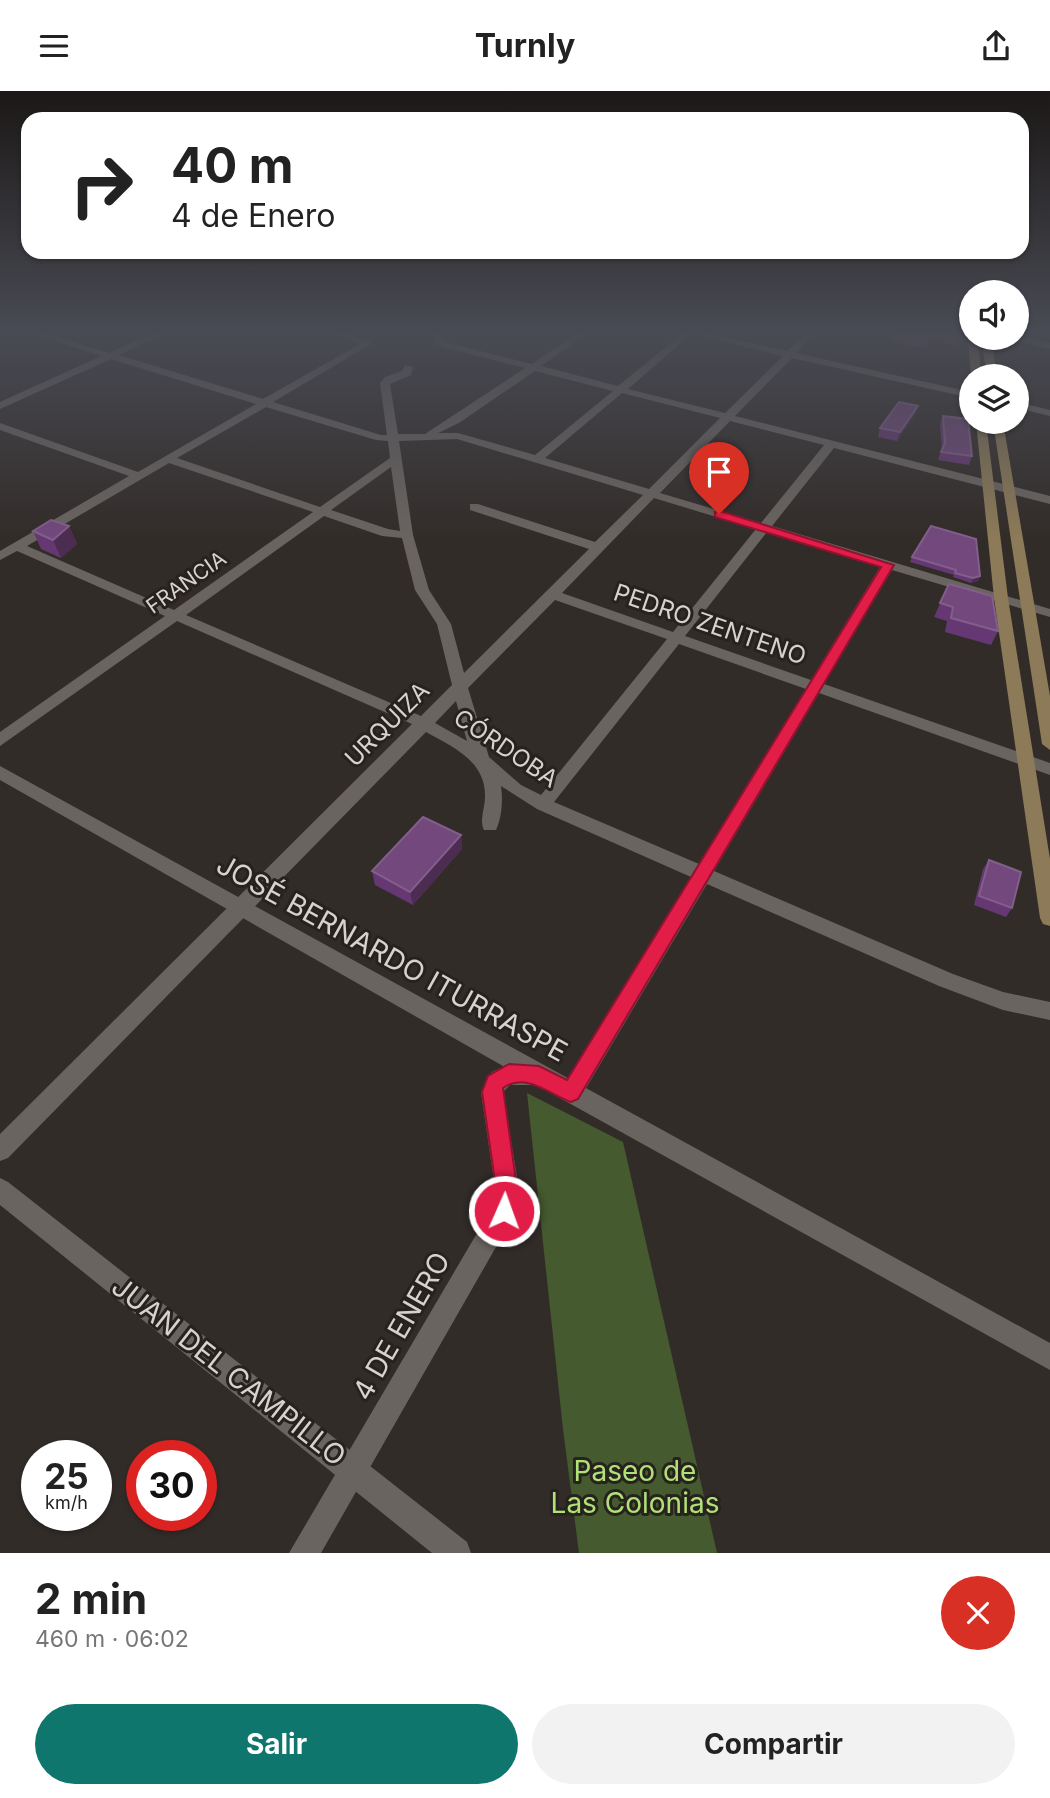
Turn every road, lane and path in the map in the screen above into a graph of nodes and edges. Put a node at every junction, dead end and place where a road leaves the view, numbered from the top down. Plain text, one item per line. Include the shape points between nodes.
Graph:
1 (389, 402) edge
2 (483, 402) edge
3 (606, 402) edge
4 (670, 402) edge
5 (743, 402) edge
6 (266, 403) joint
7 (1029, 408) edge
8 (1050, 413) edge
9 (729, 417) junction
10 (455, 421) junction
11 (0, 426) edge
12 (983, 434) edge
13 (1000, 434) edge
14 (426, 435) junction
15 (458, 436) junction
16 (393, 439) junction
17 (831, 444) junction
18 (397, 458) junction
19 (169, 459) junction
20 (537, 459) junction
21 (139, 476) junction
22 (989, 484) junction
23 (1008, 489) junction
24 (650, 493) junction
25 (1050, 500) edge
26 (474, 507) dead end
27 (321, 512) junction
28 (765, 528) junction
29 (407, 535) junction
30 (16, 546) junction
31 (597, 547) junction
32 (0, 556) edge
33 (888, 565) junction
34 (552, 594) junction
35 (1001, 599) junction
36 (1027, 606) junction
37 (1050, 613) edge
38 (175, 615) junction
39 (675, 638) junction
40 (461, 684) junction
41 (815, 687) junction
42 (423, 723) junction
43 (0, 740) edge
44 (1050, 744) edge
45 (1026, 760) junction
46 (482, 762) junction
47 (1050, 769) edge
48 (0, 772) edge
49 (543, 804) junction
50 (491, 825) dead end
51 (704, 875) junction
52 (241, 908) junction
53 (1050, 918) edge
54 (1050, 1011) edge
55 (539, 1075) junction
56 (571, 1093) junction
57 (0, 1150) edge
58 (0, 1190) edge
59 (1050, 1357) edge
60 (354, 1469) junction
61 (304, 1553) edge
62 (456, 1553) edge

1 - 16 street
2 - 10 street
3 - 20 street
4 - 9 street
5 - 9 street, URQUIZA
6 - 16 street
6 - 19 street
7 - 8 street
9 - 17 street
9 - 24 street, URQUIZA
10 - 14 street
10 - 15 street
11 - 21 street
12 - 22 main road
13 - 23 main road
14 - 15 street
14 - 16 street
15 - 20 street
16 - 18 street
17 - 22 street
17 - 28 street
18 - 27 street, FRANCIA
18 - 29 street
19 - 21 street
19 - 27 street
20 - 24 street
21 - 30 street
22 - 23 street
22 - 35 main road
23 - 25 street
23 - 36 main road
24 - 28 street
24 - 31 street, URQUIZA
26 - 31 street
27 - 29 street
27 - 38 street, FRANCIA
28 - 33 street
28 - 39 street
29 - 40 street via 419,582 444,624
30 - 32 street
30 - 38 street, CÓRDOBA
31 - 34 street, URQUIZA
33 - 35 street
33 - 41 street
34 - 39 street, PEDRO ZENTENO
34 - 40 street, URQUIZA
35 - 36 street
35 - 45 main road
36 - 37 street
36 - 44 main road
38 - 42 street, CÓRDOBA
38 - 43 street, FRANCIA
39 - 41 street, PEDRO ZENTENO
39 - 49 street
40 - 42 street, URQUIZA
40 - 46 street
41 - 45 street, PEDRO ZENTENO
41 - 51 street
42 - 46 street, CÓRDOBA via 466,747
42 - 52 street, URQUIZA
45 - 47 street, PEDRO ZENTENO
45 - 53 main road
46 - 49 street, CÓRDOBA via 515,789
46 - 50 street via 494,796
48 - 52 street, JOSÉ BERNARDO ITURRASPE
49 - 51 street, CÓRDOBA
51 - 54 street, CÓRDOBA via 946,980 1003,1001
51 - 56 street
52 - 55 street, JOSÉ BERNARDO ITURRASPE
52 - 57 street, URQUIZA
55 - 56 street, JOSÉ BERNARDO ITURRASPE
55 - 60 street, 4 DE ENERO via 509,1073 495,1082 492,1092 508,1195 504,1211
56 - 59 street, JOSÉ BERNARDO ITURRASPE
58 - 60 street, JUAN DEL CAMPILLO
60 - 61 street, 4 DE ENERO
60 - 62 street, JUAN DEL CAMPILLO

WHAT IS BEING ASKED :: Give the number of lines in the records that contain the word "BERNARDO", and write nothing else.

SOLVED EXERCISE :: 4